▶ WHAT THIS TASK INVOLVES: Within the records below, reproduce without change the lines from the line that has "position:absolute; width:55px; margin:-28px;" through the line that has "display:flex; align-items:center; justify-content:space-between;", and only those.
Segment Start: EXTRACTED ENTRIES
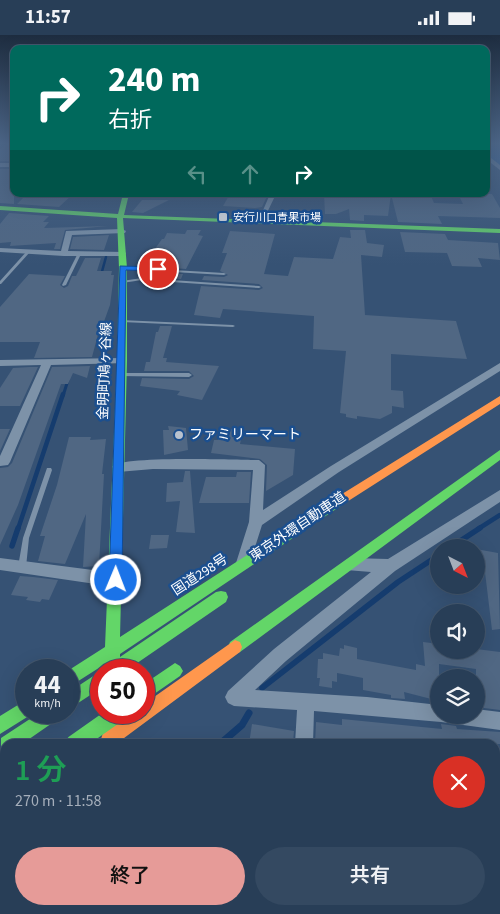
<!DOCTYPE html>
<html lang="ja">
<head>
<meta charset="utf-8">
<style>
  body { margin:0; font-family:"Source Sans 3","Noto Sans JP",sans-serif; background:#344961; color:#f1f3f6; height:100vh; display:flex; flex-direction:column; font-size:19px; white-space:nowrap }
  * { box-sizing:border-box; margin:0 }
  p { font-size:16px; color:#a5aeba }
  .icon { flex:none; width:28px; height:28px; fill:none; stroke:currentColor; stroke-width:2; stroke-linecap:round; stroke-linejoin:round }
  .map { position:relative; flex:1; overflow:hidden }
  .drawer { position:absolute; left:0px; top:704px; width:500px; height:176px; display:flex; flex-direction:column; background:#283e57; border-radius:15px 15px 0 0; box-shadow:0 5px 20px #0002,0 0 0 1px #44576d }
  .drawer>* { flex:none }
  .top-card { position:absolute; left:10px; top:10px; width:480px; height:152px; border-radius:10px; box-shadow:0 5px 20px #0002,0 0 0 1px #44576d; background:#00695c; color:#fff; overflow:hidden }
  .needle { width:32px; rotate:138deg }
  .buttons { position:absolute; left:430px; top:504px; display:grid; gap:10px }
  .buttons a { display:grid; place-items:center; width:55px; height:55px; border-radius:50%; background:#283e57; box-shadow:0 5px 20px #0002,0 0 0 1px #44576d; font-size:25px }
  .speed { position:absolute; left:15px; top:624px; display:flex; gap:10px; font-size:25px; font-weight:700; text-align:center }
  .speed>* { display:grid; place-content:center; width:65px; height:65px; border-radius:50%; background:#283e57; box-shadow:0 5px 20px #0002,0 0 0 1px #44576d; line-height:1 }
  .speed small { font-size:12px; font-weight:400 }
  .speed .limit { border:8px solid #d22; background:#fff; color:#111 }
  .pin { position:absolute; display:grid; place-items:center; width:42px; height:42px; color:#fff; margin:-21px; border:2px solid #fff; border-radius:50%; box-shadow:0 1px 5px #0007 }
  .me { position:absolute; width:55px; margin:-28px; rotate:1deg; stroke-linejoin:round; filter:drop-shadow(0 0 4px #0008) }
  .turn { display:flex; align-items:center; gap:18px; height:105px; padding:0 15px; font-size:22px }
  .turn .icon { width:65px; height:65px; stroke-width:2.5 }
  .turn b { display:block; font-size:35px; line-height:42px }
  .lanes { display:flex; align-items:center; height:48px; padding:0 15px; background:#0003; justify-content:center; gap:25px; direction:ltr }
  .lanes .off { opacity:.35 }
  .round { display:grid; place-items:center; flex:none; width:52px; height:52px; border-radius:26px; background:#344961 }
  .summary { display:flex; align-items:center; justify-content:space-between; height:85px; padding:0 15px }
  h1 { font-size:30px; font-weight:600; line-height:38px; color:#1e9e55 }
  .action { display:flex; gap:10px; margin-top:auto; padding:10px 15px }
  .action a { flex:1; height:58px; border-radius:30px; background:#e69b98; color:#111; font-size:20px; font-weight:600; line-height:58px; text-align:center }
  .action a+a { background:#344961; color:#f1f3f6 }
  .status { display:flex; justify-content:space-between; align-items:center; height:35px; padding:0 25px; background:#283e57; direction:ltr }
  .status svg { height:14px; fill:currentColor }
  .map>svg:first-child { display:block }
</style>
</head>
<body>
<div class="status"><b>11:57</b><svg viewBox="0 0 49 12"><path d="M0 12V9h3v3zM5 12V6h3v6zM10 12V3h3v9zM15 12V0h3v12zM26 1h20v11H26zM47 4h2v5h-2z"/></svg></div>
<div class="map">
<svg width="500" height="879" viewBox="0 0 500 879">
  <rect width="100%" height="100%" fill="#365274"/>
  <!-- green -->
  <path fill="#265fa1" d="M489,107H500V131L486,119Z"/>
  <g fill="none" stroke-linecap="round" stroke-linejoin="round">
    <!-- stream-far4 -->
    <path stroke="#153c6e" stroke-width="2.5" d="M101,240L106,222"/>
    <!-- stream-far3 -->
    <path stroke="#153c6e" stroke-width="3" d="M63,361L68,345"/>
    <!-- stream-far2 -->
    <path stroke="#153c6e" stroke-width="4.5" d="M18,494L63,359
      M478,494L500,480"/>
    <!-- stream-far1 -->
    <path stroke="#153c6e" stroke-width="5.5" d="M12,511L18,493
      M451,512L480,493
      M262,653L398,547L439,520"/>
    <!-- stream -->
    <path stroke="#153c6e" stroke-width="7" d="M220,709L242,690L249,678
      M18,879L23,875"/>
  </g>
  <!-- building -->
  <path fill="#506783" d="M9,107H14V126H0V114Z
    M0,134H14V169L0,168Z
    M34,159H73L59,172L17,169L24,162L30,163Z
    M230,159H268L262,172L255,173L223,171Z
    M324,159H430L434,168L463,169L458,159H492L500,173V183L438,181L442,189L398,187L391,159L388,181L364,180V186L350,185L349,174L336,179H325Z
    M142,165H169L143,178L132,177Z
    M9,178L49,181L43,187H49L44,193L108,191L65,195L60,214H54L56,208L10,211L11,207L0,208V189Z
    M187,195H201L198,200L203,201L186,234L157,232L164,220L152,218L162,204H164L167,198L185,199Z
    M350,195H365L367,208L384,210L382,222L361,220L365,280L456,286L467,324L391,319V355L403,356L404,373L392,371V378L380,384L357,381V384L346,382V379L340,378L346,316L313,314L314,281L223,274L220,283L194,280L201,251L259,255L263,253L259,249L202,245L204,241L224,242L228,240L220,236L227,218H222L230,196L275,199L264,239L288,241L294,222L333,224L340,202L351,203Z
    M400,197L445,199L448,205L498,208L500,225L478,223L482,232L452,231L447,218L405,217Z
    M109,200L104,215L70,214L73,202Z
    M85,223H101L97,236H112L111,240H114L110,270L102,292H100L92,322L34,323L40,307H0V272L29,239L65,241L60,250L64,253L68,251L72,241H76Z
    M154,238L183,239L181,244L151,242Z
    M160,291H172L163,323H167L166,327L219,331L202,365L177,360L180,356L140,351L142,343L189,344L194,341L189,336H144L146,327H150L156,297H158Z
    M90,331L87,343L73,338L68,349H61L18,470L0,510V433L8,432L12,428L52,332Z
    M30,332H38L20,371H0V353L13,333Z
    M168,391L186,393L188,415L164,420L163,395H169Z
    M221,393L238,395L237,400H242L240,409L295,414L293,440L266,456L267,430L260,424L211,418L214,405H218Z
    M0,394H10L0,416Z
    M69,402H91L90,405L106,404L102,439H104L99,531L83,532L86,479L65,529L38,526L45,501H40L57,450Z
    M185,436H190L195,498L176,497L180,466L166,467L167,448L183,447Z
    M237,437H251L249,468H199L206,442H236Z
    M151,500H169L167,513L149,514Z
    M476,514L498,518L500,594L492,595L484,529L476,528Z
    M20,541L33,542L58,545L49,565L42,564L40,567L26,565L28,562L11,560Z
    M423,607L439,609V615L476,614L500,617V675L476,672V634L439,629V666L404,657L405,664L391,663V660L363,655V643L337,638V647L332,646V653L319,651L320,643H317L318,624H323V618L339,621L340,613L344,614V610L357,613V624L416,635V629L425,631Z
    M342,684L442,694L441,689L456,691L457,694L500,697V709H315L316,687L342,690Z
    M252,689L294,696L293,709H249Z"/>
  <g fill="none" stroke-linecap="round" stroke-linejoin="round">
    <!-- lane -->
    <path fill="#7d92a8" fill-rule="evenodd" d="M87,159L125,160L127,161L125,162L88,160Z
      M27,216L30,217L1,249H0V246Z
      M78,218L81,219L66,250L63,251L62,250Z
      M122,232L224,238L226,239L224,240L123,234H122Z
      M142,243L259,251L261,252L259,253L142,245L122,248L120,247L122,246Z
      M120,285L233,290L235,291L233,292L122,287L120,286Z
      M122,338H189L192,340L189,342L120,341V339Z
      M47,433H51L52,435L29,503L26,532L25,534L22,535L19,534L18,532L23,503Z"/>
    <!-- street -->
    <path fill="#7d92a8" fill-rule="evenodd" d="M486,119L500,130V135L486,124Z
      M0,128H14V132H0Z
      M270,159H276L263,186L258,187Z
      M122,194L126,196L125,198L72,200L68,216L125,217L126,219L122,221H64L0,217V213L61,216L66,196Z
      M122,323L126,324V328L51,330L10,427L8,430L0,431V421L41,330L0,331V325Z
      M500,328V336L339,437L262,490L250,528L248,533L243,534L238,533L236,528L249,487L253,435L153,434L118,437L112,432C119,420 239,425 259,425L265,430L263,475L331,431Z
      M500,455V467L395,536L286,626L255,655L367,662L439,670V680H476V674L500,677V695L441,687L314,676L313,709H295L297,675L234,671L228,668L225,662L228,656L274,614L371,537L346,535L344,530L346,525L351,523L388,524Z
      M0,523L116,538L121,540L123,545L121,550L116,552L0,535Z
      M495,781H500V801H495Z"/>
    <!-- fast -->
    <path fill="#63d668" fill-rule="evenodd" d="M123,159H129L124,180L500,194V198L123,183L127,233V326L120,602L334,464L338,462L342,464L344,467L342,470L120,619V622L216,557L221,556L226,557L228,562L226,567L127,635H104L105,629L69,652V635L105,612L117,326L119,233L117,183L0,175V171L118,179Z
      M500,415V425L240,617L235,619L230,617L228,612L230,607Z
      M175,628L180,631L183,636L180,641L144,666V649Z
      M101,636V653L69,674V657Z
      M26,665V678L32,679L0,699V681Z
      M39,678H60L58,684L22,709H5V716L1,715V703Z
      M96,875H116V879H96Z"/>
    <!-- slow -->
    <path fill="#ff974d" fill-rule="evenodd" d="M500,361V369L342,470L338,472L334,470L332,467L334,464Z
      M235,605L240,607L242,612L240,617L116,709H103L101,704L103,698L132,678H144V669Z
      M5,751V770L0,772V753Z
      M5,772V792L0,794V774Z"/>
    <!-- fast-bridge -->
    <path stroke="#63d668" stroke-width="18" d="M74,709L118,678"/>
  </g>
  <!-- sky -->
  <linearGradient id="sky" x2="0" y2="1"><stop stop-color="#1e2d40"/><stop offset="0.47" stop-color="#4c6688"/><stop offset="1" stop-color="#4c6688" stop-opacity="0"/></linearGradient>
  <rect width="500" height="230" fill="url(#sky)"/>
  <!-- route -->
  <path fill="#1a73e8" stroke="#114b97" d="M120,231L158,232L162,234L158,236L126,235L122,545L120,550L116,551L111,550L109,545Z"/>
  <!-- markers -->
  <g fill="#b9c2ce" stroke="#1b4f8f" stroke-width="2">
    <rect x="218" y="177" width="10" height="10" rx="2.5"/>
    <circle cx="179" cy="400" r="5"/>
  </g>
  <g text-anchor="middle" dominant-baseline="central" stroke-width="5" stroke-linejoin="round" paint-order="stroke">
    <!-- far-poi labels -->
    <g font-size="11" fill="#fff" stroke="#1b4f8f" text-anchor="start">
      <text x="233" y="182">安行川口青果市場</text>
    </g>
    <!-- street labels -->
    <g font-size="14" fill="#fff" stroke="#1b4f8f">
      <text transform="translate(105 336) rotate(-88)">金明町鳩ヶ谷線</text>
      <text transform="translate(298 492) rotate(-34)">東京外環自動車道</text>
      <text transform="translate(200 540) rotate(-33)">国道298号</text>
    </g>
    <!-- poi labels -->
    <g font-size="14" fill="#fff" stroke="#1b4f8f" text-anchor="start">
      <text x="189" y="400">ファミリーマート</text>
    </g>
  </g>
</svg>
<div class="buttons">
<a><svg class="needle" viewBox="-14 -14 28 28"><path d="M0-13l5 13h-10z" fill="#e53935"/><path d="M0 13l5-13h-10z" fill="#a5aeba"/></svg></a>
<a><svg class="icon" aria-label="sound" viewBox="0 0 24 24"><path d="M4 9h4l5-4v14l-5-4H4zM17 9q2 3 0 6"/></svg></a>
<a><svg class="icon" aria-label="layers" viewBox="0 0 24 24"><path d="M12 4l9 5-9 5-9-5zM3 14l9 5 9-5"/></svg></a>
</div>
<div class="speed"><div>44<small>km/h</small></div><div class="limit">50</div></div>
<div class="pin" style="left:158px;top:234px;background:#d93025"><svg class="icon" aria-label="arrive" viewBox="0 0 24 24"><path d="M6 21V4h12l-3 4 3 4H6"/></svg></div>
<svg class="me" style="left:116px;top:545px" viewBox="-20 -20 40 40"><circle r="17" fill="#1a73e8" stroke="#fff" stroke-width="3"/><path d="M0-11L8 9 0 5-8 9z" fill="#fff"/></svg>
<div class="top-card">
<div class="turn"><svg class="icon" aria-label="right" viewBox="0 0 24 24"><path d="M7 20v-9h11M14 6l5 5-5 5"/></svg><div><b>240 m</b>右折</div></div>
<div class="lanes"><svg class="icon off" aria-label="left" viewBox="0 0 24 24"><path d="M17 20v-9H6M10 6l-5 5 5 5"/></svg><svg class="icon off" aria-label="ahead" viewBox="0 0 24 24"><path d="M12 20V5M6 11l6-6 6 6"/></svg><svg class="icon" aria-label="right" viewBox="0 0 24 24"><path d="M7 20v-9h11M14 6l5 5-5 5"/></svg></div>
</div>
<section class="drawer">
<div class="summary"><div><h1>1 分</h1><p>270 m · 11:58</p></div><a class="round" style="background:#d93025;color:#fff"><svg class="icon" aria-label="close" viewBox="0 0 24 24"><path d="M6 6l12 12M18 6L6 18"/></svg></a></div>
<div class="action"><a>終了</a><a>共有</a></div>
</section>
</div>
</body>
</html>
Segment End: EXTRACTED ENTRIES
▶ THE COMPLETED TASK:
  .me { position:absolute; width:55px; margin:-28px; rotate:1deg; stroke-linejoin:round; filter:drop-shadow(0 0 4px #0008) }
  .turn { display:flex; align-items:center; gap:18px; height:105px; padding:0 15px; font-size:22px }
  .turn .icon { width:65px; height:65px; stroke-width:2.5 }
  .turn b { display:block; font-size:35px; line-height:42px }
  .lanes { display:flex; align-items:center; height:48px; padding:0 15px; background:#0003; justify-content:center; gap:25px; direction:ltr }
  .lanes .off { opacity:.35 }
  .round { display:grid; place-items:center; flex:none; width:52px; height:52px; border-radius:26px; background:#344961 }
  .summary { display:flex; align-items:center; justify-content:space-between; height:85px; padding:0 15px }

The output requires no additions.